About Islet Sciences
Islet Sciences, Inc., a biopharmaceutical company based in Raleigh, NC, is developing new medicines and technologies for the treatment of metabolic disease. In addition to remogliflozin, the Company's pipeline includes immune-modulating small molecule IL-12 antagonists targeting beta-cell preservation and inflammation, a cell-based transplantation therapy for insulin-dependent diabetes, and a PCR-based molecular diagnostic measuring beta-cell loss for the diagnosis of type 1 diabetes or onset of insulin-dependent type 2 diabetes. On March 3, 2015, Islet Sciences, Inc. ("Islet") entered into an exclusive license agreement with Brighthaven Ventures, L.L.C. for rights to develop and commercialize a novel SGLT2 inhibitor, remogliflozin etabonate, in the licensed territory. The exclusive license will only become effective upon Islet raising a minimum of $10 million and paying BHV the upfront fee by May 31, 2015. For more information, please visit http://www.isletsciences.com.
About Kissei Pharmaceutical
Kissei Pharmaceutical Co., Ltd. was founded in 1946 and has grown into one of Japan's leading pharmaceutical companies. Kissei's management vision is to be an R&D-oriented pharmaceutical company that contributes to the health of people around world through developing and offering innovative drugs. Kissei is actively pursuing collaboration with many companies to strengthen its R&D pipeline, and also promoting the global expansion by licensing out the original agents as an important management strategy. Kissei ranks metabolism & endocrinology as one of its major R&D areas and is putting a great deal of effort into the development of novel therapeutic agents. For more information on Kissei, please see the international website http://www.kissei.co.jp/.

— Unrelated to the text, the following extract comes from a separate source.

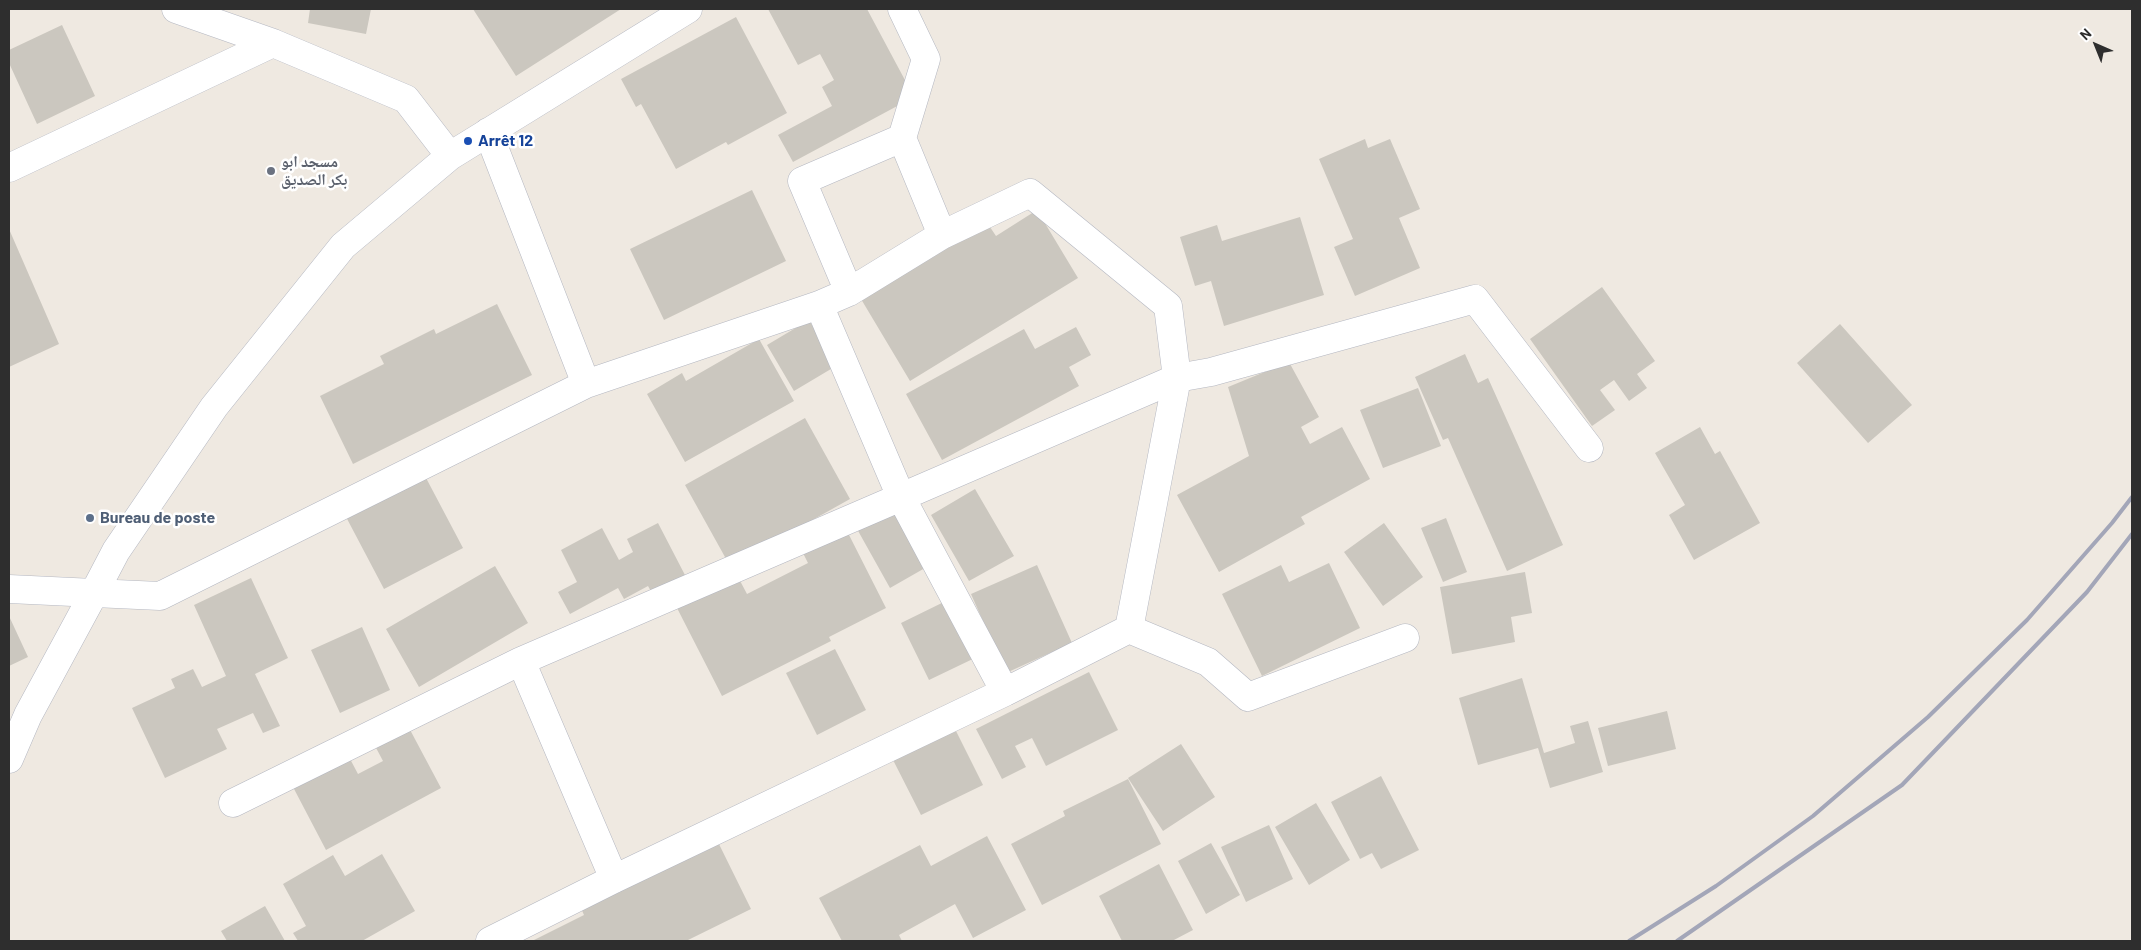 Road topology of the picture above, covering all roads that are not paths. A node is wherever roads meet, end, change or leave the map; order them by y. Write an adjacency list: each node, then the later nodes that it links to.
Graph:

Forward-Looking Statements
This press release contains forward-looking statements. Forward-looking statements reflect current expectations as of the date of this press release and involve certain risks and uncertainties. Actual results could differ materially from those anticipated in these forward-looking statements as a result of various factors, and such forward-looking statements are not predictions of future events. Factors that could cause future results to materially differ from the recent results or those projected in forward-looking statements include the Company's ability to raise the minimum $10 million of funding required by the license agreement, the failure of the license agreement to become effective by May 31, 2015, the Company's ability to develop and commercialize remogliflozin, and the other risks described in Islet Science, Inc.'s reports filed with the Securities and Exchange Commission. The development and commercialization of remogliflozin is highly dependent on future medical and research developments and market acceptance, which are outside of Islet's control.